Which of the lines below contain the string "controls"? Pull each one out of the data.

◇ ◇ ◇

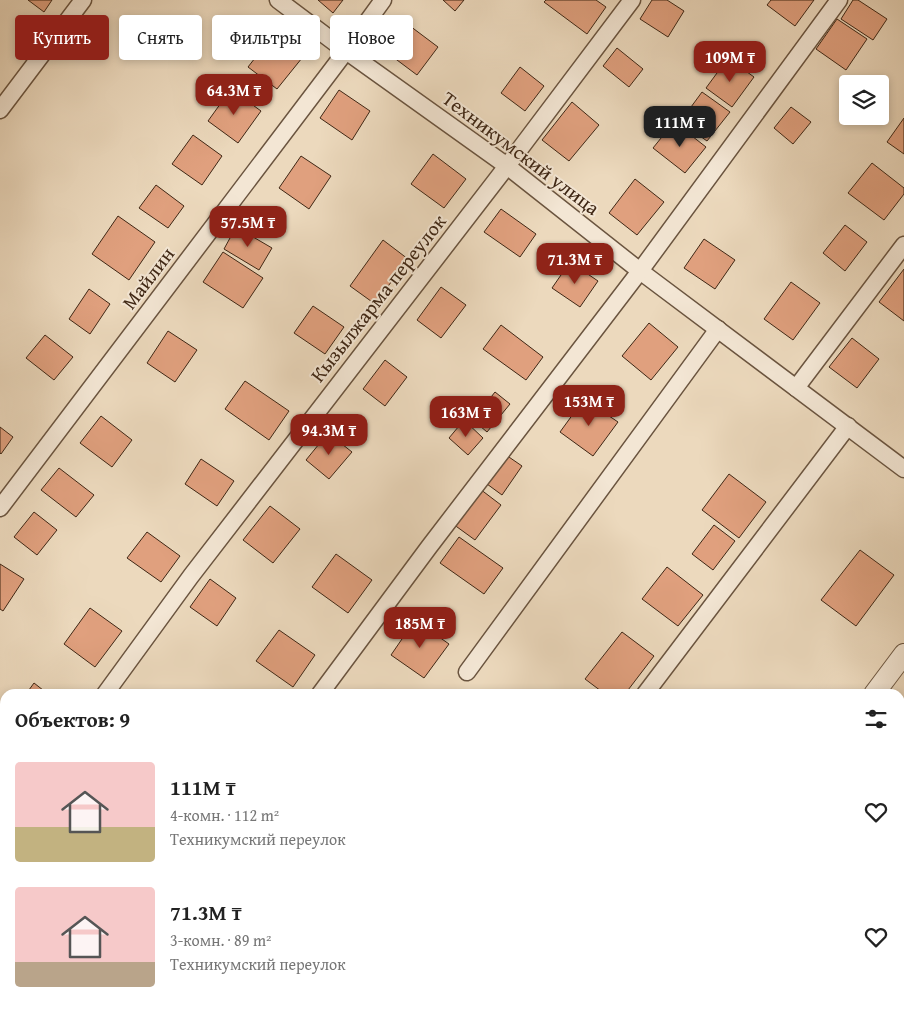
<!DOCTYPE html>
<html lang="ru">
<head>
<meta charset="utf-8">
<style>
	body { margin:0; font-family:"Gentium Book Plus",serif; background:#f6f6f6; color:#222; height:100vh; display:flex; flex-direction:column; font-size:19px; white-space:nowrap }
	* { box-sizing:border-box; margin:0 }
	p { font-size:16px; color:#767676 }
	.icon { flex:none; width:28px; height:28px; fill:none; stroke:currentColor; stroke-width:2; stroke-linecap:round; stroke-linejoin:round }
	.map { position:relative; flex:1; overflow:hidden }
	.details { position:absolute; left:0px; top:689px; width:905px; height:321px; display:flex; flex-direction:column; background:#fff; border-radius:15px 15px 0 0; box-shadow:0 2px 8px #0003 }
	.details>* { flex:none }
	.banner { position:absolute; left:15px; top:15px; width:500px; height:45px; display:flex; gap:10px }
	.controls { position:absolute; left:839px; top:75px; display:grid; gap:10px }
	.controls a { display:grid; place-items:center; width:50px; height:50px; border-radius:5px; background:#fff; box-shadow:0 2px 8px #0003; font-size:25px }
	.price { position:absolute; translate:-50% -42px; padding:0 11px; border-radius:10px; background:#8f2418; color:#fff; font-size:16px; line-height:32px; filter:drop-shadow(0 1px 2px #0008) }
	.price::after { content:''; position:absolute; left:50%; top:30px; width:15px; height:11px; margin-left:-8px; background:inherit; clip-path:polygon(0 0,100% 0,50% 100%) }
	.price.current { background:#222; color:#fff }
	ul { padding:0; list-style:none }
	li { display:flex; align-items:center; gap:15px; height:125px; padding:0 15px }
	li span { display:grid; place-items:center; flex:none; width:140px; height:100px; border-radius:5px; color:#555 }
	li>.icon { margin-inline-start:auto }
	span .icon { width:60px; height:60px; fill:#fffc; stroke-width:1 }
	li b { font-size:21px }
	h2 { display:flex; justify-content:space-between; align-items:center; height:60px; padding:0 15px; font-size:21px }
	.chip { padding:0 18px; border-radius:5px; background:#fff; box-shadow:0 2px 8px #0003; font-size:18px; line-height:45px }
	.chip.current { background:#8f2418; color:#fff }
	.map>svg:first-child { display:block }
	.building { fill:#e0a07e; stroke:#3f2715 }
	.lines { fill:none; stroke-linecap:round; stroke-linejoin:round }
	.minor-casing { stroke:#6a543f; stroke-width:19 }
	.tertiary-casing { stroke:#6a543f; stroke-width:22 }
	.minor { stroke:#f3e6d4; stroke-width:16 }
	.tertiary { stroke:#f3e6d4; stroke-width:20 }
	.labels { text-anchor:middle; stroke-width:4; stroke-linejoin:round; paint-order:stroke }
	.street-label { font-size:20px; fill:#3f2715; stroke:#f3e6d4 }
</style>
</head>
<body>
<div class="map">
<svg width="904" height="1009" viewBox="0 0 904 1009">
	<rect width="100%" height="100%" fill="#ecd9bd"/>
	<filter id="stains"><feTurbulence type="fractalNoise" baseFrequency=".004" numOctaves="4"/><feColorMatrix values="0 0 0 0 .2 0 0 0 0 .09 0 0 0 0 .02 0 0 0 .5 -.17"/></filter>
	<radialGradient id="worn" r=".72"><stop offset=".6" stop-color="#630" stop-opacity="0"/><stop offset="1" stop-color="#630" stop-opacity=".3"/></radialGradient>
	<g class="building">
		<polygon points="28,0 52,0 44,12"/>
		<polygon points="318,0 343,0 333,13"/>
		<polygon points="443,0 464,0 455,11"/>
		<polygon points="546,0 596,0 606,7 587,34 544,2"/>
		<polygon points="652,0 667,0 684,11 668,37 640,19"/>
		<polygon points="771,0 814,0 795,26 767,5"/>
		<polygon points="853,0 858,0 887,19 873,40 841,19"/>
		<polygon points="837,19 867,39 846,70 816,49"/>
		<polygon points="402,20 438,47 417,75 381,48"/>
		<polygon points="273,35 302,58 277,89 248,67"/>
		<polygon points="617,48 643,69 629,87 603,66"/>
		<polygon points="728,58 754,77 732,107 706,88"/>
		<polygon points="520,67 544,86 525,111 501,93"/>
		<polygon points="231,89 261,111 238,143 208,121"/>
		<polygon points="339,90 370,111 352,140 320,118"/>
		<polygon points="702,92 730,112 707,141 680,122"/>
		<polygon points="572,102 599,125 569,161 542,140"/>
		<polygon points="791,107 811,122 793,144 774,128"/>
		<polygon points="904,118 904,154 887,142"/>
		<polygon points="674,122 706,147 685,173 653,148"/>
		<polygon points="193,135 222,156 202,185 172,164"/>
		<polygon points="433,154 466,179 444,208 411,184"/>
		<polygon points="301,156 331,176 309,209 279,188"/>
		<polygon points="872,163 904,188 904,194 884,220 848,193"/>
		<polygon points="635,179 664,202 637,235 609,213"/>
		<polygon points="156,185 184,206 168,228 139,208"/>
		<polygon points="501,209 536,234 520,257 484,232"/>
		<polygon points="118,216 155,242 129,280 92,254"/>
		<polygon points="845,225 867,242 845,271 823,253"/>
		<polygon points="236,227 272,248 259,270 224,249"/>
		<polygon points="704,239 735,260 715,289 684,268"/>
		<polygon points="383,240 408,259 375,304 350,286"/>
		<polygon points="223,252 263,278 243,308 203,282"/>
		<polygon points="570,262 598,281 580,307 552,288"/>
		<polygon points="904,269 904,321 879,302"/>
		<polygon points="791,282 820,303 793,340 764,319"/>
		<polygon points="441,287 466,305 441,338 417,320"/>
		<polygon points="89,289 110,304 90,334 69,319"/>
		<polygon points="313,306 344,327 325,354 294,333"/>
		<polygon points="649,323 678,347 651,380 622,356"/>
		<polygon points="501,325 543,357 526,380 483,349"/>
		<polygon points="168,331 197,350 175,382 147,363"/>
		<polygon points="45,335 73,357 54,380 26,358"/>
		<polygon points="852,338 879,359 857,388 829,367"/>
		<polygon points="385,360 407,377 385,406 363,389"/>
		<polygon points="245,381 289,411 269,440 225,409"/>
		<polygon points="495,392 510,404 487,432 473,420"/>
		<polygon points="584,399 618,422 593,456 560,432"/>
		<polygon points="101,416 132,440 112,467 80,443"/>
		<polygon points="464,420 483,438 468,455 449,438"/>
		<polygon points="0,427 13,437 1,454 0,453"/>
		<polygon points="328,433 352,452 329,479 306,460"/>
		<polygon points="506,455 522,466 502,495 487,484"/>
		<polygon points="201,459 234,481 217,506 185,484"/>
		<polygon points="59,468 94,495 76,517 41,490"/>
		<polygon points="729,474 766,502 739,538 702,510"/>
		<polygon points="480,489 501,505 475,540 453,524"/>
		<polygon points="270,506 300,529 273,563 243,540"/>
		<polygon points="34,512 57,530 37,555 14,537"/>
		<polygon points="714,525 735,541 713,570 692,554"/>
		<polygon points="147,532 180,556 161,582 127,558"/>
		<polygon points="459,537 503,568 484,594 440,563"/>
		<polygon points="860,550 894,575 856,626 821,600"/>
		<polygon points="336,554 372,580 348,613 312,587"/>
		<polygon points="0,564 24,579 3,611 0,609"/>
		<polygon points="667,567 703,595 678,626 642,599"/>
		<polygon points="210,579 236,598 217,626 190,607"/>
		<polygon points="90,608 122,631 95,667 64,644"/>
		<polygon points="415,620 449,644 424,678 391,655"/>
		<polygon points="279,630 315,655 293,687 256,661"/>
		<polygon points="622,632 654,656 625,694 605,694 585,679"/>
		<polygon points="34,683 48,694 26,694"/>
		<polygon points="0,781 5,784 5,792 0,799"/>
		<polygon points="902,941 904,942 904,981 900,978 900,944"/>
		<polygon points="0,1000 5,1003 5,1005 8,1005 15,1009 0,1009"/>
	</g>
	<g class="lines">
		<defs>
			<g id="minor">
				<polyline points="278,0 346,51 507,166 640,271 904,469"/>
				<polyline points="0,110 83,0"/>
				<polyline points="796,388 904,245"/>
				<polyline points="0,508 346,51 383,0"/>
				<polyline points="467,672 718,329"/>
				<polyline points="105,694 191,576 507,166 632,0"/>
				<polyline points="320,694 429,547 640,271 839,0"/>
				<polyline points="645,694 848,426"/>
				<polyline points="0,837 5,830"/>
				<polyline points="86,1009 89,1005"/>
				<polyline points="406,1009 409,1005"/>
			</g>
			<g id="tertiary">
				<polyline points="874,694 904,654"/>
				<polyline points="636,1009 639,1005"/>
			</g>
		</defs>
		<use href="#minor" class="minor-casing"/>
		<use href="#tertiary" class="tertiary-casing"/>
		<use href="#minor" class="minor"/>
		<use href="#tertiary" class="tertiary"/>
	</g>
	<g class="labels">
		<g class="street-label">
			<text transform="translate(521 153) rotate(37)" y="7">Техникумский улица</text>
			<text transform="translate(148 278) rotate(-53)" y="7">Майлин</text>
			<text transform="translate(378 298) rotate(-52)" y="7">Кызылжарма переулок</text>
		</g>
	</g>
	<rect width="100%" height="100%" filter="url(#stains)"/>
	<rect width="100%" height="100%" fill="url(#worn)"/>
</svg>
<div class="controls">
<a><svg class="icon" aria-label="layers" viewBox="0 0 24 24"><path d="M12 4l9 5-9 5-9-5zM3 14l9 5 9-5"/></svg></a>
</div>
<b class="price" style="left:730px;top:83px">109M ₸</b>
<b class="price" style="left:234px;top:116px">64.3M ₸</b>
<b class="price current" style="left:680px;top:148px">111M ₸</b>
<b class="price" style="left:248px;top:248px">57.5M ₸</b>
<b class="price" style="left:575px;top:285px">71.3M ₸</b>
<b class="price" style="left:589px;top:427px">153M ₸</b>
<b class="price" style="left:466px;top:438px">163M ₸</b>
<b class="price" style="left:329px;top:456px">94.3M ₸</b>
<b class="price" style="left:420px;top:649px">185M ₸</b>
<div class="banner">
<a class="chip current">Купить</a>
<a class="chip">Снять</a>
<a class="chip">Фильтры</a>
<a class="chip">Новое</a>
</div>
<section class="details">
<h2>Объектов: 9<svg class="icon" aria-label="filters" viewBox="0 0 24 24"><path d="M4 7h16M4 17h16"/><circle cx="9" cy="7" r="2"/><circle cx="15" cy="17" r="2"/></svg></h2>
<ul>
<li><span style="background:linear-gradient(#f6c9c9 65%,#c2b280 0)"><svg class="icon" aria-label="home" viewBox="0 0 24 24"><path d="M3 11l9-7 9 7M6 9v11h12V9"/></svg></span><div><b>111M ₸</b><p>4-комн. · 112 m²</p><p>Техникумский переулок</p></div><svg class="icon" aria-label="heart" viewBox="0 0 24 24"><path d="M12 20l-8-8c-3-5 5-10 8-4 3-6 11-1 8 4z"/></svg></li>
<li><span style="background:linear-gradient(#f6c9c9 75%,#b9a48a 0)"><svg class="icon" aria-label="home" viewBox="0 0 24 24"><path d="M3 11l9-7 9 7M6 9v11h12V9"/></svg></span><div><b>71.3M ₸</b><p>3-комн. · 89 m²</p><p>Техникумский переулок</p></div><svg class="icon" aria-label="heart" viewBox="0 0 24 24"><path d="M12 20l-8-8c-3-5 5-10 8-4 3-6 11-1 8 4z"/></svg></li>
</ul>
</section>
</div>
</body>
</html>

◇ ◇ ◇

» **THE ANSWER**:
	.controls { position:absolute; left:839px; top:75px; display:grid; gap:10px }
	.controls a { display:grid; place-items:center; width:50px; height:50px; border-radius:5px; background:#fff; box-shadow:0 2px 8px #0003; font-size:25px }
<div class="controls">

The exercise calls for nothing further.